Everyone has the potential to approach the levels of achievement and leadership that Dr. Martin Luther King forged during his unfortunately truncated life. Countless people before and after his times have led anonymous, ordinary, and perhaps unsatisfactory lives. This can change with effect from whenever an individual combines determination and integrity with a diligent study of how Dr. King functioned. There are four cardinal dimensions to Dr. King’s life from which all of us can learn and seek inspiration.
Dr. King came from a humble and very ordinary background. His father was a member of the clergy, and Dr. King followed suit as a young adult. He did not finish high school, though he reached the very pinnacle of higher education in later life. He participated in protests for causes in which he believed, even as a teenager. These were not momentous or celebrated movements, but they did conform to his ideals. We can learn from this that one does not have to be a Rockefeller, Ford, or Kennedy to make a mark in life. There may be restrictions in countries ruled by dictators, but the sky is the proverbial limit in a free society. Furthermore, success does not always come at the outset. It pays to stay the course and to function in all circumstances to the best of one’s ability.

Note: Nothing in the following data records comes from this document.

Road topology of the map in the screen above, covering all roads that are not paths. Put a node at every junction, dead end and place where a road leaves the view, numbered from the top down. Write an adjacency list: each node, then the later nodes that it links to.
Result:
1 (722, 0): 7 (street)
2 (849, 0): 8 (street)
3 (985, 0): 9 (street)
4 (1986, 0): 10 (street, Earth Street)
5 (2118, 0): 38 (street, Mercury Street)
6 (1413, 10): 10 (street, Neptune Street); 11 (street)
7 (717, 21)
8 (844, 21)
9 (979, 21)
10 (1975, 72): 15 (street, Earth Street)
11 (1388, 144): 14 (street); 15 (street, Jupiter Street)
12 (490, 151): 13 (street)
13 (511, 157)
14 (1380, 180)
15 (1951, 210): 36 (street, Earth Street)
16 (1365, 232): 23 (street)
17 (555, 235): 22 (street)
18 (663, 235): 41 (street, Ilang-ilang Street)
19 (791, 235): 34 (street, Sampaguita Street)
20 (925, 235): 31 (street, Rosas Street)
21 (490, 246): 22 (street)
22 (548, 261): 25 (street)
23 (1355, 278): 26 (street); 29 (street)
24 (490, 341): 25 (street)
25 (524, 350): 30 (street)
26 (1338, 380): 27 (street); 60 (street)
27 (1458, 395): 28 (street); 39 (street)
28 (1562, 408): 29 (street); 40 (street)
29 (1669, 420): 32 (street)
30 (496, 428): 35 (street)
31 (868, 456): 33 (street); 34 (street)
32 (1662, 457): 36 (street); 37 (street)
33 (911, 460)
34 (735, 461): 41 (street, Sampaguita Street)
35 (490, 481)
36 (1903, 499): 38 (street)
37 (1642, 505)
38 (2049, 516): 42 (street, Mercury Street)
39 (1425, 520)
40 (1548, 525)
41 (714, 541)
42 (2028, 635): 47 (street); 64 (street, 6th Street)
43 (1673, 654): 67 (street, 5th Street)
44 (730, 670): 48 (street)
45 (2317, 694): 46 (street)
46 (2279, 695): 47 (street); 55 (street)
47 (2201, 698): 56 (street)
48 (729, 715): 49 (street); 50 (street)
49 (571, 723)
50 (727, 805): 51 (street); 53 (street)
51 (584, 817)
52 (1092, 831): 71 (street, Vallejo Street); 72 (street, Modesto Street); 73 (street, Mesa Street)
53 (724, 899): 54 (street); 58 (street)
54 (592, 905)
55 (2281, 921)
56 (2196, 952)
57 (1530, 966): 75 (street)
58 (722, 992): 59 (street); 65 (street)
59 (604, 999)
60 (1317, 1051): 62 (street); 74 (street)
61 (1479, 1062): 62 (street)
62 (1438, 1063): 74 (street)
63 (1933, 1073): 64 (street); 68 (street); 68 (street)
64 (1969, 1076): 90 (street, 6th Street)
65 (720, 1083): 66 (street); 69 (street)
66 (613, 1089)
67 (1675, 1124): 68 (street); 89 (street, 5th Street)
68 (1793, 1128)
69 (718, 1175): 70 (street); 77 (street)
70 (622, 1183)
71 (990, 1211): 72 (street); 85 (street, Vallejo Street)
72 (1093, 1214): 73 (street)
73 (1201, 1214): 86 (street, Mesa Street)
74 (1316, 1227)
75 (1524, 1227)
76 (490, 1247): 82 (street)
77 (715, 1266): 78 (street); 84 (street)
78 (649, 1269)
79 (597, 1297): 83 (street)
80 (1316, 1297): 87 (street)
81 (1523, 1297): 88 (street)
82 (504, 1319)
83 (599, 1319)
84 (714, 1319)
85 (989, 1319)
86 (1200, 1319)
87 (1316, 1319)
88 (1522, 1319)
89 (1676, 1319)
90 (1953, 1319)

Dr. King’s compassion stands like a lighthouse in the darkness of global force, abuse of power, and hatred. The Civil Rights movement is best known for its unswerving commitment to non-violence, but all of Dr. King’s struggles demonstrated his peaceful and loving ways. Numerous followers were given to violent ways but eschewed force when they marched under his banner. His protests were always determined and courteous at the same time. Most people succumb to temptations of unethical force in order to achieve their goals. Leadership is often viewed in strident and even aggressive terms. That is why deep reflection on Dr. King’s convictions is so important: it can inspire budding leaders of tomorrow and a fresh resolve to abide by peace and love.
The third key dimension of Dr. King’s life was his quest for constructive associations with eclectic people from far and wide. The spatial distance between his homeland and India made Dr. King’s adherence to the ways of Mahatma Gandhi famous. However, he also had important advisors at home. Some of them were involved with controversies of the time, yet Dr. King never hesitated to listen carefully to their counsel on issues of their expertise and wisdom. There is a conventional tendency for individuals to cluster around like minds. Dr. King has taught us to expand our horizons by considering alternate viewpoints from multiple quarters.
The fourth major aspect of how Dr. King functioned is perhaps the most robust guide for those who aspire to lead others. Dr. King remained true to his conscience. Witness for example, how he fought his own country over the Vietnam War. Humane considerations scored over blind patriotism in the mind of Dr. King. There have been other notable citizens who fought the violent oppression of their countries, but none as sustained and exemplary as Dr. King. This constitutes a vital lesson from his life in the current age of mass media and state influences on independent thinking.
We can conclude that ordinary people can and should aim high. Everyone has legitimate rights to find groups of individuals to lead. Constraints are more often imagined than real. May Dr. King continue to inspire us towards superlative achievement!